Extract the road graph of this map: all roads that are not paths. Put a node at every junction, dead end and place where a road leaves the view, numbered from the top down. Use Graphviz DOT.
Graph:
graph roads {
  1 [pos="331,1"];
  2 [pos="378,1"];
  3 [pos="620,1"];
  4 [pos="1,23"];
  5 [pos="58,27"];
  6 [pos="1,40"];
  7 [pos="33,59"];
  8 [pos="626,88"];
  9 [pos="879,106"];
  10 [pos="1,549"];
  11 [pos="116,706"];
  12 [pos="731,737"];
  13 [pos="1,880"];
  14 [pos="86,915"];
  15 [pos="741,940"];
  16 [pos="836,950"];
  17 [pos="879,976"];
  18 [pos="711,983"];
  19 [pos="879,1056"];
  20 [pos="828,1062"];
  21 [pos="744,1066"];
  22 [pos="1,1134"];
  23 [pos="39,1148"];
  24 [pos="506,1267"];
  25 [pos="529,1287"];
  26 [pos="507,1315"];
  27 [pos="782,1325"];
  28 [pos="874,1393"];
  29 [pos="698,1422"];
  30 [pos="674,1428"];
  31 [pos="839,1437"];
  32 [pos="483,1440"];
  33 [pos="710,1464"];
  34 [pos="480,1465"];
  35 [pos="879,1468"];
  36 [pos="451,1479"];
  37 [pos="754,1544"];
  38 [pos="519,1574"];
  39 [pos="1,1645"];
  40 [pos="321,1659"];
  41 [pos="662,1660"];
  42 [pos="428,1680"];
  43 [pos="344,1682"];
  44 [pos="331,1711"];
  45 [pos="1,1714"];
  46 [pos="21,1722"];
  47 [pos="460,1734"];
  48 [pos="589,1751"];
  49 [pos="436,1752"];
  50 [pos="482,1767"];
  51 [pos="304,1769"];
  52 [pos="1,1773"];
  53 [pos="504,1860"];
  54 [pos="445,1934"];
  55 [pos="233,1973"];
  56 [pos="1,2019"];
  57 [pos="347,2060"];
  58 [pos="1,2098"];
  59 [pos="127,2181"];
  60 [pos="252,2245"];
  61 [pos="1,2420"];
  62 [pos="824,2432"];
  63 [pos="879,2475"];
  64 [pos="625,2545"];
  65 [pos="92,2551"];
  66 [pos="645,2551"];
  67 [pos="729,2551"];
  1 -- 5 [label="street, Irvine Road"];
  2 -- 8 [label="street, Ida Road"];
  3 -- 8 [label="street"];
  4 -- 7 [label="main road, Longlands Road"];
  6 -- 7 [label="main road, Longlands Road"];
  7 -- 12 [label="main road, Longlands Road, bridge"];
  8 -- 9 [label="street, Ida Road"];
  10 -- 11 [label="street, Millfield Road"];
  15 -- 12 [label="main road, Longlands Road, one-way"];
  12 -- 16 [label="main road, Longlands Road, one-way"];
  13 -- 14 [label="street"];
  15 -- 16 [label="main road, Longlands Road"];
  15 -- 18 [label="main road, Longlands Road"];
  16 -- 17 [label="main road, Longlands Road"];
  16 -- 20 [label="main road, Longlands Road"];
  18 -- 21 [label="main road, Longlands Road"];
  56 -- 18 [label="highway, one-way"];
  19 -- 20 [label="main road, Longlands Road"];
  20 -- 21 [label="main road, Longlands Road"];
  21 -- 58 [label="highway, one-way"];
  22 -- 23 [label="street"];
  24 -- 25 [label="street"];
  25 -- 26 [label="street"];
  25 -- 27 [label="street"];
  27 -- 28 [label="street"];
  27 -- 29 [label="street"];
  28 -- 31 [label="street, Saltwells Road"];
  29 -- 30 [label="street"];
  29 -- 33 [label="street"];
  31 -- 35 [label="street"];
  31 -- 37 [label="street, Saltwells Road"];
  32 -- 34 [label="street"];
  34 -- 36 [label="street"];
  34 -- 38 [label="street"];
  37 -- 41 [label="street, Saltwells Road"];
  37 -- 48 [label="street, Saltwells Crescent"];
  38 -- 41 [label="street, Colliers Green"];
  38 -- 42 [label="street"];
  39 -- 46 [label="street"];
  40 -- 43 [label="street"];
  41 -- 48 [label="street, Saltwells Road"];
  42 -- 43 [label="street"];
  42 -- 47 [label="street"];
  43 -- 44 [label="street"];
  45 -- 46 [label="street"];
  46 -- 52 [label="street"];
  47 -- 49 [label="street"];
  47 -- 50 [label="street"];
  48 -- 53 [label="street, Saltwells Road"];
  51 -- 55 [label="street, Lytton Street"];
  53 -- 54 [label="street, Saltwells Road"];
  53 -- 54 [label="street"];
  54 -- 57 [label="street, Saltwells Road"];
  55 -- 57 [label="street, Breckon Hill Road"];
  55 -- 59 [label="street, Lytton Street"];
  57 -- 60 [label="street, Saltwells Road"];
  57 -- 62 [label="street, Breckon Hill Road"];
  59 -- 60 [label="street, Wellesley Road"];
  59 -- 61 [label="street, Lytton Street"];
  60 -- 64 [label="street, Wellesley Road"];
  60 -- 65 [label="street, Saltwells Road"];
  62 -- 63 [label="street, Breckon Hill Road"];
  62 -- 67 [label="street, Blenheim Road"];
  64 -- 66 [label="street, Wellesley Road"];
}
○ ○ ○ ○ ○ ○ ○
Search the records for the string "Breckon" and, wherever a line contains it, please copy that line.

  55 -- 57 [label="street, Breckon Hill Road"];
  57 -- 62 [label="street, Breckon Hill Road"];
  62 -- 63 [label="street, Breckon Hill Road"];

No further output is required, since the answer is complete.